While it often perches on the side of a tree like more typical members of its family, this quirky woodpecker spends much time foraging on the ground for ants, which make up most of its diet during the warmer months. Few other birds will eat ants more than occasionally, likely because of the strong concentrations of formic acid these insects carry in their bodies.
The flicker is a beautiful bird. Its back and the upper surfaces of its wings are a light brown with thin black horizontal barring, the underparts dappled with round black spots over a background of creamy off-white. The tail is black, contrasting with the largely white uppertail coverts, conspicuous in flight. The nape of the neck and crown are gray, interrupted by a bright red “V” on the upper nape. This gray turns to brown on the face and throat, underlined with a black “sideways crescent” separating the brown of the throat from speckled belly. The male has a black “mustache”, or malar stripe, extending from the base of the bill. The most striking part of this bird’s plumage is the underside of its wings, which flash a startling golden-yellow when the bird flies.
Like our other woodpeckers, this bird excavates nesting and roosting cavities in dead and dying trees, and these holes, when eventually abandoned, are important nest sites for many birds that nest in tree hollows but cannot excavate their own cavities. There is much competition with the non-native European Starling for nest sites, as the starlings often do not wait for the flickers to be done nesting before trying to appropriate a flicker hole. Though starlings are smaller and lighter in weight than flickers, with far less powerful bills and neck muscles, surprisingly the starlings almost always win a fight with flickers over a nest cavity.

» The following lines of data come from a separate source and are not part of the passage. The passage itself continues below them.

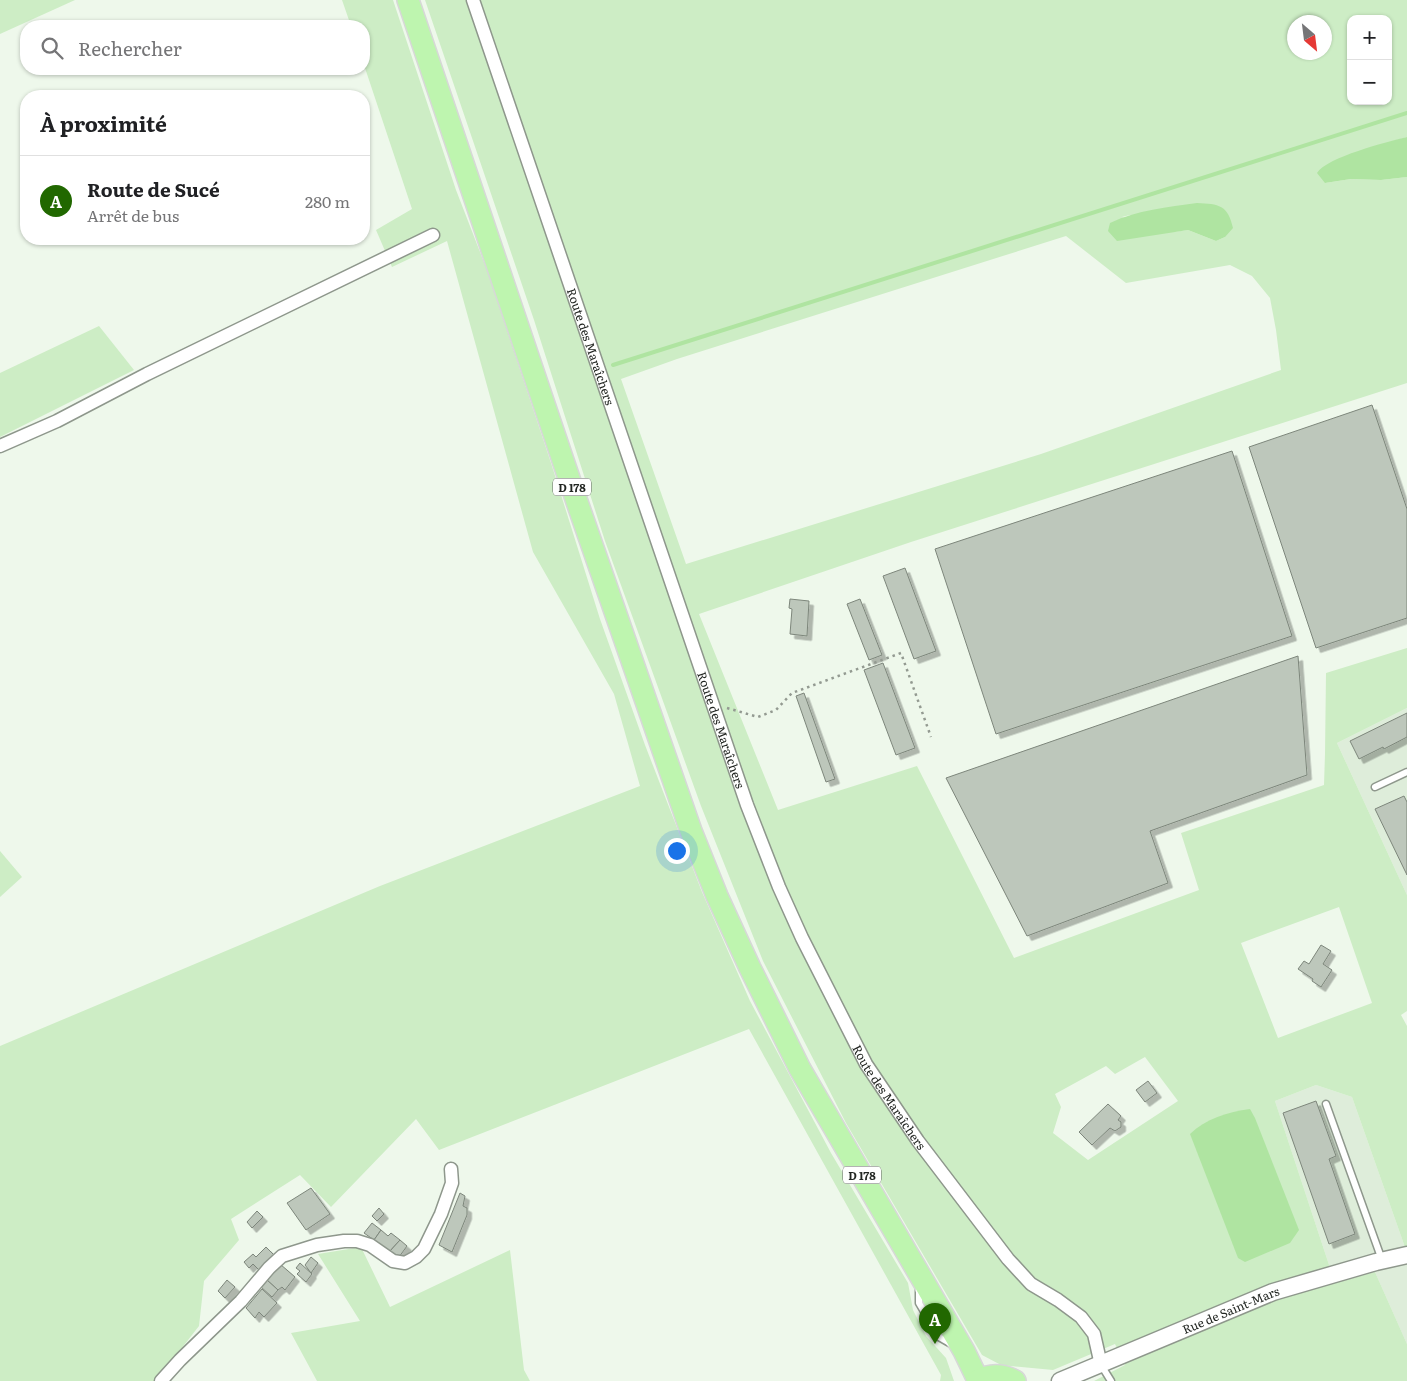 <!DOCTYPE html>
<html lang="fr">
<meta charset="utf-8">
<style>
body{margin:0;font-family:Literata,serif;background:#f6f6f6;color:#202124}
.controls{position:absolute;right:15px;top:15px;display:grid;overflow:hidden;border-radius:10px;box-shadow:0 1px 4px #0004}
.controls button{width:45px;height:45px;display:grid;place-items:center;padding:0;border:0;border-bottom:1px solid #e0e0e0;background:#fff;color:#202124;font:25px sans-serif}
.compass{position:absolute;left:1287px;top:15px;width:45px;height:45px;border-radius:50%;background:#fff;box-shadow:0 1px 4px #0004;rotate:152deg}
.you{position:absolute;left:676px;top:850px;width:18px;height:18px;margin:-12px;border:4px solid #fff;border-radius:50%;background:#1a73e8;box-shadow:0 0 0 8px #1a73e833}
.badge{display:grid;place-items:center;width:32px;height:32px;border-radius:50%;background:#216800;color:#fff;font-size:16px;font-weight:700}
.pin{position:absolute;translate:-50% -41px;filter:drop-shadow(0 1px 2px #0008)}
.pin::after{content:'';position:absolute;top:26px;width:18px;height:15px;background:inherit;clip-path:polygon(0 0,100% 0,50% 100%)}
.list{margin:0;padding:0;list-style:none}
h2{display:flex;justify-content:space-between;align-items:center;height:65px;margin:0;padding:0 20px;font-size:21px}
h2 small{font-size:16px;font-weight:400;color:#757577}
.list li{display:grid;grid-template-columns:32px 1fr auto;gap:15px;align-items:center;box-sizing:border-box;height:90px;padding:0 20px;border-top:1px solid #e0e0e0}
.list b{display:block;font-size:19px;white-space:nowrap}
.list p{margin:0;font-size:16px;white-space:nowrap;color:#757577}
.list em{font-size:16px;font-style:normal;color:#757577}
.icon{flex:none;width:28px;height:28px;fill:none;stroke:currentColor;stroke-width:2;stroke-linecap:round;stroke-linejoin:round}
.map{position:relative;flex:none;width:1407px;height:1381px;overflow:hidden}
.search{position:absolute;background:#fff;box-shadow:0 1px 4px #0004;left:20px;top:20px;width:350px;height:55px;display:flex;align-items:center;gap:12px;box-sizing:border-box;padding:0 18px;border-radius:20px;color:#757577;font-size:19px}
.panel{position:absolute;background:#fff;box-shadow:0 1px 4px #0004;left:20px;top:90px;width:350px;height:155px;border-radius:20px}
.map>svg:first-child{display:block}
.built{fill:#deedda}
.green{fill:#cdedc5;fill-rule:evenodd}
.water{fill:#afe4a1}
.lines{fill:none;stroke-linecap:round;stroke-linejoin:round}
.stream{stroke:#afe4a1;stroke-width:4}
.building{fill:#bdc7bb;stroke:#7d867b;filter:url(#shadow)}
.service-casing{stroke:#8e978c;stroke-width:9}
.minor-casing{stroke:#8e978c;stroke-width:15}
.tertiary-casing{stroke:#8e978c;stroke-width:19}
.primary-casing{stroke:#d7d8d7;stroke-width:24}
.path{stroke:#939a91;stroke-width:2.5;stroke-dasharray:2.5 4;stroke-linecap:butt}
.service{stroke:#fff;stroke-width:6}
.minor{stroke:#fff;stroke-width:12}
.tertiary{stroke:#fff;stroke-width:16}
.primary{stroke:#bef5af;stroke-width:21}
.labels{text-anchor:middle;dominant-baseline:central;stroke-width:4.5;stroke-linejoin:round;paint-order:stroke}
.shield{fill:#fff;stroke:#646764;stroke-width:1}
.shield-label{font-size:11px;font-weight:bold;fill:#222622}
.street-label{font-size:12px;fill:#222622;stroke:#fff}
</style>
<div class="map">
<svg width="1407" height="1381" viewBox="0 0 1407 1381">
<defs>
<filter id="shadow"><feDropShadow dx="4.5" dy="4.5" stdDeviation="0" flood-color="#0004"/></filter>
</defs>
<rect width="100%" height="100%" fill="#eef8eb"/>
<!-- built -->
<g class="built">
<path d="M 1407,708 L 1407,895 L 1337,743 Z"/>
<path d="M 1316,1085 L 1352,1097 L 1407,1253 L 1407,1344 L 1375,1272 L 1335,1283 L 1275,1101 Z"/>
</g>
<!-- green -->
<g class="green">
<path d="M 0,0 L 75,0 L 0,34 Z"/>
<path d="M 342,0 L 393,0 L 456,190 L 487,270 L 552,466 L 600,619 L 645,745 L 702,892 L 750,1001 L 831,1153 L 908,1283 L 913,1310 L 926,1336 L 946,1358 L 954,1381 L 940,1381 L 941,1375 L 749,1029 L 439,1150 L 416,1119 L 331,1207 L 300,1175 L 231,1219 L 239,1240 L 204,1281 L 199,1326 L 156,1381 L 0,1381 L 0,1046 L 380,886 L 640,786 L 614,694 L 533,552 L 447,241 L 392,267 L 376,230 L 412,209 L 364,65 L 364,26 L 351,26 Z"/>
<path d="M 425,0 L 1407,0 L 1407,137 L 1390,142 L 1325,183 L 1351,179 L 1381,180 L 1407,177 L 1407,383 L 911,542 L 699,614 L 778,810 L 917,766 L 1014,958 L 1199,890 L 1181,833 L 1324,785 L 1325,754 L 1326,673 L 1407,648 L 1407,708 L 1337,743 L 1407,895 L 1407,1011 L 1401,1015 L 1407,1026 L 1407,1253 L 1352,1097 L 1316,1085 L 1275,1101 L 1335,1283 L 1375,1272 L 1407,1344 L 1407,1381 L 1094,1381 L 1125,1365 L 1115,1344 L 1053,1370 L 1001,1365 L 982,1355 L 846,1123 L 763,961 L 701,806 L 605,541 L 534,320 ZM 1351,19 L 1388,19 L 1388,101 L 1351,101 ZM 1294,22 L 1324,22 L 1324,52 L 1294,52 ZM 1130,215 L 1225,237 L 1216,241 L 1188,230 L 1173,232 L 1122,217 ZM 1066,236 L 1126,283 L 1230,265 L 1252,276 L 1270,298 L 1276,330 L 1281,370 L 1041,454 L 686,564 L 621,379 L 677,359 ZM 1339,907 L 1372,1003 L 1278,1038 L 1241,943 ZM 1145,1057 L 1178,1101 L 1088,1160 L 1053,1133 L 1061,1107 L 1055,1094 L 1106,1066 L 1115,1074 Z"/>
<path d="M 99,326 L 134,370 L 0,437 L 0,373 Z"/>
<path d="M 0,851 L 22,877 L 0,897 Z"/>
<path d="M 361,1247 L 390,1307 L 510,1250 L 524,1370 L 530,1381 L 317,1381 L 291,1333 L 360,1321 L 318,1254 Z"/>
</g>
<!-- water -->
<g class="water">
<path d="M 1407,137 L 1407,177 L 1381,180 L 1351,179 L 1325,183 L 1317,173 C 1327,157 1387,142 1407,137 Z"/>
<path d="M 1197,203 C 1219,204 1228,205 1233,228 L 1225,237 L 1216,241 L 1188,230 L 1117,241 L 1108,231 L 1110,223 C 1137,210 1168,207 1197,203 Z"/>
<path d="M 1250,1109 L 1255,1118 L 1299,1230 L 1290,1243 L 1245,1262 L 1238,1258 L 1190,1134 C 1205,1119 1228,1112 1250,1109 Z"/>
</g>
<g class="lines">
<!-- stream -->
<path class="stream" d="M 613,365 L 1407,113"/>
</g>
<!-- building -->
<g class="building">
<path d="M 1372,405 L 1407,509 L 1407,618 L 1316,648 L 1249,447 Z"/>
<path d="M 1232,451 L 1292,636 L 996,734 L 935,549 Z"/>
<path d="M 905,568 L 936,651 L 914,659 L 883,576 Z"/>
<path d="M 790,599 L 809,601 L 807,636 L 790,634 L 792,609 L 789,608 Z"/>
<path d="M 860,599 L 882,655 L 869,660 L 847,604 Z"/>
<path d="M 1298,656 L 1307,775 L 1150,831 L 1168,883 L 1027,936 L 946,778 Z"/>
<path d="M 883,663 L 915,748 L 896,755 L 864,670 Z"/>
<path d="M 804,693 L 835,779 L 826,782 L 796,696 Z"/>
<path d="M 1407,713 L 1407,737 L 1384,749 L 1383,747 L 1359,759 L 1350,741 Z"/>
<path d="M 1404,796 L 1407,802 L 1407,875 L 1375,809 Z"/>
<path d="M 1321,945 L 1331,951 L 1323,964 L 1332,970 L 1321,987 L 1312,981 L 1313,979 L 1298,969 L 1304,961 L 1309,964 Z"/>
<path d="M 1148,1081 L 1157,1093 L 1145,1102 L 1136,1090 Z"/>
<path d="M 1316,1101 L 1336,1156 L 1329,1159 L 1355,1234 L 1329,1244 L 1283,1113 Z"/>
<path d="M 1108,1104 L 1121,1116 L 1118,1120 L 1121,1122 L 1121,1127 L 1115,1131 L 1110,1128 L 1092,1145 L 1079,1132 Z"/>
<path d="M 311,1188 L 330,1214 L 306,1230 L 287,1203 Z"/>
<path d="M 460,1193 L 465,1196 L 463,1206 L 467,1208 L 467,1215 L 452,1252 L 439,1245 Z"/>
<path d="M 379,1208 L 384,1214 L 377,1221 L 372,1216 Z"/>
<path d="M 257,1211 L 263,1217 L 252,1228 L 247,1222 Z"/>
<path d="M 372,1223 L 381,1230 L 374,1240 L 364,1233 Z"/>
<path d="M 381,1230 L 388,1236 L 391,1233 L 400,1240 L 390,1251 L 374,1240 Z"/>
<path d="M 400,1240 L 407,1246 L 399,1257 L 390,1251 Z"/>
<path d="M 266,1247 L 274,1255 L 260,1271 L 253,1264 L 249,1268 L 244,1262 L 253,1254 L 256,1257 Z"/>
<path d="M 311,1257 L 318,1263 L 311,1273 L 305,1265 Z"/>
<path d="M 300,1263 L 312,1274 L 306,1282 L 297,1274 L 300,1271 L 296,1268 Z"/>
<path d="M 280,1264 L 295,1277 L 285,1290 L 282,1287 L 278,1290 L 267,1280 Z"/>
<path d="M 227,1280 L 235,1287 L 225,1298 L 218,1291 Z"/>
<path d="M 267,1280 L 278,1290 L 272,1297 L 261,1287 Z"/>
<path d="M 262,1289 L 277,1303 L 264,1317 L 259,1312 L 255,1318 L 246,1308 Z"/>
</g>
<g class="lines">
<!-- service casing -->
<g class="service-casing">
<g id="service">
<path d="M 1375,787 L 1407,772"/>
<path d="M 1326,1104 L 1382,1260"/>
<path d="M 919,1286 L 919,1303 L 939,1337 L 953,1345"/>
<path d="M 1101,1365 L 1111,1381"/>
</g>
</g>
<!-- minor casing -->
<g class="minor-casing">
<g id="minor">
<path id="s1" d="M 473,0 L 747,805 L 779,887 L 802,938 L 866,1064 L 918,1141 L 1008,1259 L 1031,1284 L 1058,1300 L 1081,1317 L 1094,1334 L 1101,1365"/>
<path d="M 0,446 L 57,421 L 147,374 L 433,235"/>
<path d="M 161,1381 L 180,1360 L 241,1301 L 269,1268 L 282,1256 L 317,1245 L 344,1241 L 357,1241 L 370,1245 L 393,1261 L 405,1263 L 416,1257 L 424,1249 L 441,1214 L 452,1183 L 451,1169"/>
</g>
</g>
<!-- tertiary casing -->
<g class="tertiary-casing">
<g id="tertiary">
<path id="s2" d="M 1060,1381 L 1273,1292 L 1376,1262 L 1407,1255"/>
</g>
</g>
<!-- primary casing -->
<g class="primary-casing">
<g id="primary">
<path d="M 408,0 L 576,499 L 691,831 L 717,896 L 750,968 L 800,1069 L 964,1351 L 978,1380"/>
<path d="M 977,1381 C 990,1374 1002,1374 1015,1381"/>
</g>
</g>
<!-- path -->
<path class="path" d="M 727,708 L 758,717 L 776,710 L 792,693 L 901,653 L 931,737"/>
<!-- service -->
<use href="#service" class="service"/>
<!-- minor -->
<use href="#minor" class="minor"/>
<!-- tertiary -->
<use href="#tertiary" class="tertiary"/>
<!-- primary -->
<use href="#primary" class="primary"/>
</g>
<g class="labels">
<!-- shield labels -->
<g class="shield">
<rect x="553" y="478.5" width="38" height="17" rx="4"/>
<rect x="843" y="1166.5" width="38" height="17" rx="4"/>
</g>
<g class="shield-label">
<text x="572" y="487">D 178</text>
<text x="862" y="1175">D 178</text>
</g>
<!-- street labels -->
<g class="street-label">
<text stroke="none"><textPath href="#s1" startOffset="366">Route des Maraîchers</textPath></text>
<text stroke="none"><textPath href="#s1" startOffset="771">Route des Maraîchers</textPath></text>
<text stroke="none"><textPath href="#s1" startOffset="1176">Route des Maraîchers</textPath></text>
<text stroke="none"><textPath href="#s2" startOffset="185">Rue de Saint-Mars</textPath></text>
</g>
</g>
</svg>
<div class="controls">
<button>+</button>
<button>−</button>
</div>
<svg class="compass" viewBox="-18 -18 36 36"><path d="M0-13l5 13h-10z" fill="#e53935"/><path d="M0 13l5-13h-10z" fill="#757577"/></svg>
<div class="you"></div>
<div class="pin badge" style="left:935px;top:1344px">A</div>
<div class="search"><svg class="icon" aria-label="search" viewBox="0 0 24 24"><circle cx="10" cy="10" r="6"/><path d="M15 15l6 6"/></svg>Rechercher</div>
<section class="panel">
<h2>À proximité<small></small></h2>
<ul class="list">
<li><span class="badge">A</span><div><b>Route de Sucé</b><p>Arrêt de bus</p></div><em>280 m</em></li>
</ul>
</section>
</div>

The Northern Flicker is experiencing a long term, continent-wide population decline; the reasons for this are not fully clear, but some possible factors include competition with starlings for nest sites and removal of dead trees in areas near human habitation that are otherwise suitable flicker habitat. Since this species often nests in suburban or semi-suburban landscapes, leaving dead trees and large dead limbs in areas that are not next to buildings or trails can help to locally increase populations of this lovely bird.